Unable to allocate 7.27 EiB for an array with shape (8387229930220700999,)

This is not a real allocation request – it is a deserialization of garbage bytes from a corrupted TCP frame.

Solution

Dask’s per-worker memory management is disabled by setting memory_limit='0' in DaskClusterManager. This is appropriate for CASA workloads because:

  1. All heavy memory comes from C++ casatools – Dask cannot free it.

  2. Pausing workers does not reduce memory – the C++ allocation persists until the task finishes.

  3. Concurrency is already bounded by the as_completed pattern in ParallelCubeImager, which keeps at most nworkers tasks in-flight.

Relevant Code

File

Role

src/pclean/parallel/cluster.py

memory_limit='0' default in DaskClusterManager.__init__

src/pclean/parallel/cube_parallel.py

as_completed bounded concurrency instead of bulk submit

src/pclean/parallel/worker_tasks.py

Post-task gc.collect() and tb.clearlocks() to release C++ resources

When to Re-enable Memory Limits

On a shared cluster (e.g. via dask-jobqueue) where other jobs compete for RAM, a non-zero memory_limit can prevent worker processes from being OOM-killed by the OS. Pass it explicitly:

cluster = DaskClusterManager(nworkers=8, memory_limit='16GiB')
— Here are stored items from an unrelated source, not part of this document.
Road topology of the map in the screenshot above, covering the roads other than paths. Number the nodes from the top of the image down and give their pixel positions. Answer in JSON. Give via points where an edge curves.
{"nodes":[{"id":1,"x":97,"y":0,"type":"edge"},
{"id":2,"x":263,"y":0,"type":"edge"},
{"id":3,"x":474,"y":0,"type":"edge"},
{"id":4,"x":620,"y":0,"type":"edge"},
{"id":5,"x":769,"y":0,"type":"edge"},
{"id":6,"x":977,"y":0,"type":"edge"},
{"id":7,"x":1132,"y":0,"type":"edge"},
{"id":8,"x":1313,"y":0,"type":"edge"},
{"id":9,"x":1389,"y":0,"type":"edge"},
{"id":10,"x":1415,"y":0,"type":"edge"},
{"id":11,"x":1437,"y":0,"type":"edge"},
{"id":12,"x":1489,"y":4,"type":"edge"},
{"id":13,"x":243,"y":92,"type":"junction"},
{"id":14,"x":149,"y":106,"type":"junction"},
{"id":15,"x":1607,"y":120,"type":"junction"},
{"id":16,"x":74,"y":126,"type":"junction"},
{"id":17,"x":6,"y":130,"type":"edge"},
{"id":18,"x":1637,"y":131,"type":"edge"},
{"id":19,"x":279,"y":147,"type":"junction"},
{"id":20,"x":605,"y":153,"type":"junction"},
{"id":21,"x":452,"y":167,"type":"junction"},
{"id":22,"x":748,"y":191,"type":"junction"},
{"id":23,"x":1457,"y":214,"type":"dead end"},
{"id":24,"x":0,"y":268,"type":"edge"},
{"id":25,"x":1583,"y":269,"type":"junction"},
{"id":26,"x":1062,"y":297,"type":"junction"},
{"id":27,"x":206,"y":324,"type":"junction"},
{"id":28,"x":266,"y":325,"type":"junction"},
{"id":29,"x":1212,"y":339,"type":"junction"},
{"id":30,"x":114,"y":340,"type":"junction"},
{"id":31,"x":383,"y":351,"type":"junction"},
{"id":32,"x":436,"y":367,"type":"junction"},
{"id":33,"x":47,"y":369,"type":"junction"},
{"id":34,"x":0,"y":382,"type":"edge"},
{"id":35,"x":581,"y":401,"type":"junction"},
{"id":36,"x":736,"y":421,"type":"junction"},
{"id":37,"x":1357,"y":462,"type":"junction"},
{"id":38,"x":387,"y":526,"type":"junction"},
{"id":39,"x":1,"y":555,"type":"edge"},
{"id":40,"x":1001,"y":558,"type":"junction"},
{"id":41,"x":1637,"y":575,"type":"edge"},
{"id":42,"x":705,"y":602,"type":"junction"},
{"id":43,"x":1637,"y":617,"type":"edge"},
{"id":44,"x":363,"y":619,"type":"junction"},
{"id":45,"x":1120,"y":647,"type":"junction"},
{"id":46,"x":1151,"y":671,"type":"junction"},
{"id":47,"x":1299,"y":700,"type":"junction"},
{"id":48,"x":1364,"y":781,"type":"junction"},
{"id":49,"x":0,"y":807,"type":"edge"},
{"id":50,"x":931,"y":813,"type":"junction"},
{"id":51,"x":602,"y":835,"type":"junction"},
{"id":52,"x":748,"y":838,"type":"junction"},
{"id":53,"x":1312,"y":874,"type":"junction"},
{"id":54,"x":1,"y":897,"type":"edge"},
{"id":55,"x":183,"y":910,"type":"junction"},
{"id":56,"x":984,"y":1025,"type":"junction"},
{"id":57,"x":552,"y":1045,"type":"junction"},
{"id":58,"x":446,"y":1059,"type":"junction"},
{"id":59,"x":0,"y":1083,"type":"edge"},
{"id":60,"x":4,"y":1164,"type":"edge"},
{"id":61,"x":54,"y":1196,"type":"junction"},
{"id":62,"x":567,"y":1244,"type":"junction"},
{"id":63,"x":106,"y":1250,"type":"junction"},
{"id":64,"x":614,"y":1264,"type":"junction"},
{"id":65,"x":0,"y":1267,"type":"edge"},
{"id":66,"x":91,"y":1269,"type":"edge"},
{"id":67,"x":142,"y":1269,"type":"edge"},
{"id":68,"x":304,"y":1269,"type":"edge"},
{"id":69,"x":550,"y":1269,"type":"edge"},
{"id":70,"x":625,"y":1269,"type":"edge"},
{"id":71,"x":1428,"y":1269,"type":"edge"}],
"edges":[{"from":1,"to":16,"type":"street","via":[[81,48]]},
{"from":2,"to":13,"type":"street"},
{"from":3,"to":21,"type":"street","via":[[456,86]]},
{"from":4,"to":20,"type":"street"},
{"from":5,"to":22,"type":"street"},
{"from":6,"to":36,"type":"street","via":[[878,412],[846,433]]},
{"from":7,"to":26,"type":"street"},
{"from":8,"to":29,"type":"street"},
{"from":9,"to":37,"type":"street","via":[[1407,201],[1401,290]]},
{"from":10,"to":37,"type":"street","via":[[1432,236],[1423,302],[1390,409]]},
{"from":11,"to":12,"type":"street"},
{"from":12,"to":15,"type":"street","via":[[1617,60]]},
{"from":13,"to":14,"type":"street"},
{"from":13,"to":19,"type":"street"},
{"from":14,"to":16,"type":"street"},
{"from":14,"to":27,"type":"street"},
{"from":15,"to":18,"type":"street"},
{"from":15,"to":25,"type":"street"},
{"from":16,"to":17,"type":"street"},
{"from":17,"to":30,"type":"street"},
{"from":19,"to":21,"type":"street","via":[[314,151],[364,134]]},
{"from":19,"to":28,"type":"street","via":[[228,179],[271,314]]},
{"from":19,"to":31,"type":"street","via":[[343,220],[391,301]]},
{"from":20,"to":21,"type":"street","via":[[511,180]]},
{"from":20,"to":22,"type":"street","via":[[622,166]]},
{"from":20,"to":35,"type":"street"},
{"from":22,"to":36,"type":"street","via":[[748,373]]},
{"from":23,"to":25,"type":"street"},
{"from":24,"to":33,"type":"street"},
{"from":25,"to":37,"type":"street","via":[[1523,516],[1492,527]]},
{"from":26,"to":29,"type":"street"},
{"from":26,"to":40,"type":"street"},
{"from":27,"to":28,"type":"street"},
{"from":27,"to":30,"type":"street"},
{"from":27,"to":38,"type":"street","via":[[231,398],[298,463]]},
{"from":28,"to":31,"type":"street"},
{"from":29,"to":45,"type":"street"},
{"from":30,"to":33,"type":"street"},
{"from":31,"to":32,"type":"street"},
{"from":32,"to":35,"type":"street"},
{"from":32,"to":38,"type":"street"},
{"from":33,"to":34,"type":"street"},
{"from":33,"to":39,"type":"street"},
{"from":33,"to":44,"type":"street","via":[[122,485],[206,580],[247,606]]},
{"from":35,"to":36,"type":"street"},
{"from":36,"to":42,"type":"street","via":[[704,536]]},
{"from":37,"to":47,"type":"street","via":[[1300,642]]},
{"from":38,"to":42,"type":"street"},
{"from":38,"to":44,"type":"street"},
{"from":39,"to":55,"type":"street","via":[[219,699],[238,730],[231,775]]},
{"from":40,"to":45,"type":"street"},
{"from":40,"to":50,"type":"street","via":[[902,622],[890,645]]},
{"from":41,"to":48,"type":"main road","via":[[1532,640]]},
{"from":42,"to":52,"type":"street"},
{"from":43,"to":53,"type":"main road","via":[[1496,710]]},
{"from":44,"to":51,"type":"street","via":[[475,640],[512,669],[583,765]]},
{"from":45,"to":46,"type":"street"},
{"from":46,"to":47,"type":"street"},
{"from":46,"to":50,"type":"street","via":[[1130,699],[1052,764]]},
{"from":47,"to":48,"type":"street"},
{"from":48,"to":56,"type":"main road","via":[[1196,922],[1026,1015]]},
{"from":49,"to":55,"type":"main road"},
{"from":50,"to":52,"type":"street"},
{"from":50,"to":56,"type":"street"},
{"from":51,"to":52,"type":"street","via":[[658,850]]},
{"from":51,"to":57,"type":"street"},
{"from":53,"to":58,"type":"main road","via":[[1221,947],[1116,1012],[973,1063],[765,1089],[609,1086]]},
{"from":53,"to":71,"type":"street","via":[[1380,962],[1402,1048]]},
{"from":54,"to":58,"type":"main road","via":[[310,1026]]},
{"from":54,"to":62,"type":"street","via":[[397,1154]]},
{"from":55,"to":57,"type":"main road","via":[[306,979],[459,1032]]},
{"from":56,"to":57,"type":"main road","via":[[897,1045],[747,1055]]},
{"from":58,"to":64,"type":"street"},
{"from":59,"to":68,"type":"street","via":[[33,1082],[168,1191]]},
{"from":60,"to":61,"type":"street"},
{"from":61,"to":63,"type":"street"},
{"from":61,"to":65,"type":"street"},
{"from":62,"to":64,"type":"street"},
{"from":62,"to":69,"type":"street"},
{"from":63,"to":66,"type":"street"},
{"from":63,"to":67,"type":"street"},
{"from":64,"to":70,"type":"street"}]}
For dedicated machines, memory_limit='0' (the default) gives the best throughput.

Reference Test Case

The memory behaviour described above was observed with the following ALMA Band 6 cube-imaging job (scripts/test1.py):

Parameter

Value

Target

IRC+10216

Measurement Set

uid___A002_Xf0fd41_X5f5a_target.ms

Spectral window

25

Antennas

40

Image size

8000 x 8000 pixels

Cell size

0.0046 arcsec

Spectral mode

cube

Channels

7677

Start frequency

267.5866 GHz

Channel width

0.2441 MHz

Deconvolver

Hogbom

Weighting

Robust 0.5

Auto-masking

auto-multithresh

niter

50 000

Threshold

2.0 mJy

Parallel workers

12

cube_chunksize

1 (one channel per task)

On a machine with 83.79 GiB total RAM and 12 workers, each worker consumed approximately 5 GiB of unmanaged (C++) memory during gridding, exceeding Dask’s default 80% pause threshold of 5.6 GiB per worker (6.98 GiB limit). Setting memory_limit='0' eliminated worker pausing and the associated TCP corruption errors.